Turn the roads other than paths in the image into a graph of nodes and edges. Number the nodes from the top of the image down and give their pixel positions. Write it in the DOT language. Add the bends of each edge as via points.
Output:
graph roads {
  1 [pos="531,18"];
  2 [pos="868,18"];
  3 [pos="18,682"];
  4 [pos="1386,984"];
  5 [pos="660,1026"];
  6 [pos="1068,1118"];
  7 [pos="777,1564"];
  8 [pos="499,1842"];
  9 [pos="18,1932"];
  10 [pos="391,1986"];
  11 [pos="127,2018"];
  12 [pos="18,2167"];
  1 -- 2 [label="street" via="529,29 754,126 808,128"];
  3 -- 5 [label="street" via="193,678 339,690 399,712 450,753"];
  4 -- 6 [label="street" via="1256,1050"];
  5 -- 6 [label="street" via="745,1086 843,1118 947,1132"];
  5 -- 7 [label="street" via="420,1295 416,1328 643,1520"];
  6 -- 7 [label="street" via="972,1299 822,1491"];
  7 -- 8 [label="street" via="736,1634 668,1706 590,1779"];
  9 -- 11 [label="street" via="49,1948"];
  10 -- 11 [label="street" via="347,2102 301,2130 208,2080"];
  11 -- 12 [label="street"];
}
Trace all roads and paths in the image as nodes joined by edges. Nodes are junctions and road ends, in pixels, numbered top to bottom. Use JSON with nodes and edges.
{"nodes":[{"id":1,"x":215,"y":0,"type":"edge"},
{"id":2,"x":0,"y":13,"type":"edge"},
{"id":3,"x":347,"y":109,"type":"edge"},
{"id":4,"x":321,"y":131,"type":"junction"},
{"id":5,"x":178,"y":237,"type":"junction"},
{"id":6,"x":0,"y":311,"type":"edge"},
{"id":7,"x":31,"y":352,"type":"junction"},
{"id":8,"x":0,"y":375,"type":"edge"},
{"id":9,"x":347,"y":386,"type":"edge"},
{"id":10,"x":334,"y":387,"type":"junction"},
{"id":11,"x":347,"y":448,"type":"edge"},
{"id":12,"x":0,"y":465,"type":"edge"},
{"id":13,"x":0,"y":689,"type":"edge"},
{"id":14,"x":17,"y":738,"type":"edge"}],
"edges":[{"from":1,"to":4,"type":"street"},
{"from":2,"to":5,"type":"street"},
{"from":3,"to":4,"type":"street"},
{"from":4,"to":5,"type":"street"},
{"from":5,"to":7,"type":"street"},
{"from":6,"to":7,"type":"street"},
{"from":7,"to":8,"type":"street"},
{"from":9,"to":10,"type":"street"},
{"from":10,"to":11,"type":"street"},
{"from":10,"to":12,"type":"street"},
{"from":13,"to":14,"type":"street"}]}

##########

Exercise prompt. Output all of the data above without any alteration.

Task result.
Turn the roads other than paths in the image into a graph of nodes and edges. Number the nodes from the top of the image down and give their pixel positions. Write it in the DOT language. Add the bends of each edge as via points.
Output:
graph roads {
  1 [pos="531,18"];
  2 [pos="868,18"];
  3 [pos="18,682"];
  4 [pos="1386,984"];
  5 [pos="660,1026"];
  6 [pos="1068,1118"];
  7 [pos="777,1564"];
  8 [pos="499,1842"];
  9 [pos="18,1932"];
  10 [pos="391,1986"];
  11 [pos="127,2018"];
  12 [pos="18,2167"];
  1 -- 2 [label="street" via="529,29 754,126 808,128"];
  3 -- 5 [label="street" via="193,678 339,690 399,712 450,753"];
  4 -- 6 [label="street" via="1256,1050"];
  5 -- 6 [label="street" via="745,1086 843,1118 947,1132"];
  5 -- 7 [label="street" via="420,1295 416,1328 643,1520"];
  6 -- 7 [label="street" via="972,1299 822,1491"];
  7 -- 8 [label="street" via="736,1634 668,1706 590,1779"];
  9 -- 11 [label="street" via="49,1948"];
  10 -- 11 [label="street" via="347,2102 301,2130 208,2080"];
  11 -- 12 [label="street"];
}
Trace all roads and paths in the image as nodes joined by edges. Nodes are junctions and road ends, in pixels, numbered top to bottom. Use JSON with nodes and edges.
{"nodes":[{"id":1,"x":215,"y":0,"type":"edge"},
{"id":2,"x":0,"y":13,"type":"edge"},
{"id":3,"x":347,"y":109,"type":"edge"},
{"id":4,"x":321,"y":131,"type":"junction"},
{"id":5,"x":178,"y":237,"type":"junction"},
{"id":6,"x":0,"y":311,"type":"edge"},
{"id":7,"x":31,"y":352,"type":"junction"},
{"id":8,"x":0,"y":375,"type":"edge"},
{"id":9,"x":347,"y":386,"type":"edge"},
{"id":10,"x":334,"y":387,"type":"junction"},
{"id":11,"x":347,"y":448,"type":"edge"},
{"id":12,"x":0,"y":465,"type":"edge"},
{"id":13,"x":0,"y":689,"type":"edge"},
{"id":14,"x":17,"y":738,"type":"edge"}],
"edges":[{"from":1,"to":4,"type":"street"},
{"from":2,"to":5,"type":"street"},
{"from":3,"to":4,"type":"street"},
{"from":4,"to":5,"type":"street"},
{"from":5,"to":7,"type":"street"},
{"from":6,"to":7,"type":"street"},
{"from":7,"to":8,"type":"street"},
{"from":9,"to":10,"type":"street"},
{"from":10,"to":11,"type":"street"},
{"from":10,"to":12,"type":"street"},
{"from":13,"to":14,"type":"street"}]}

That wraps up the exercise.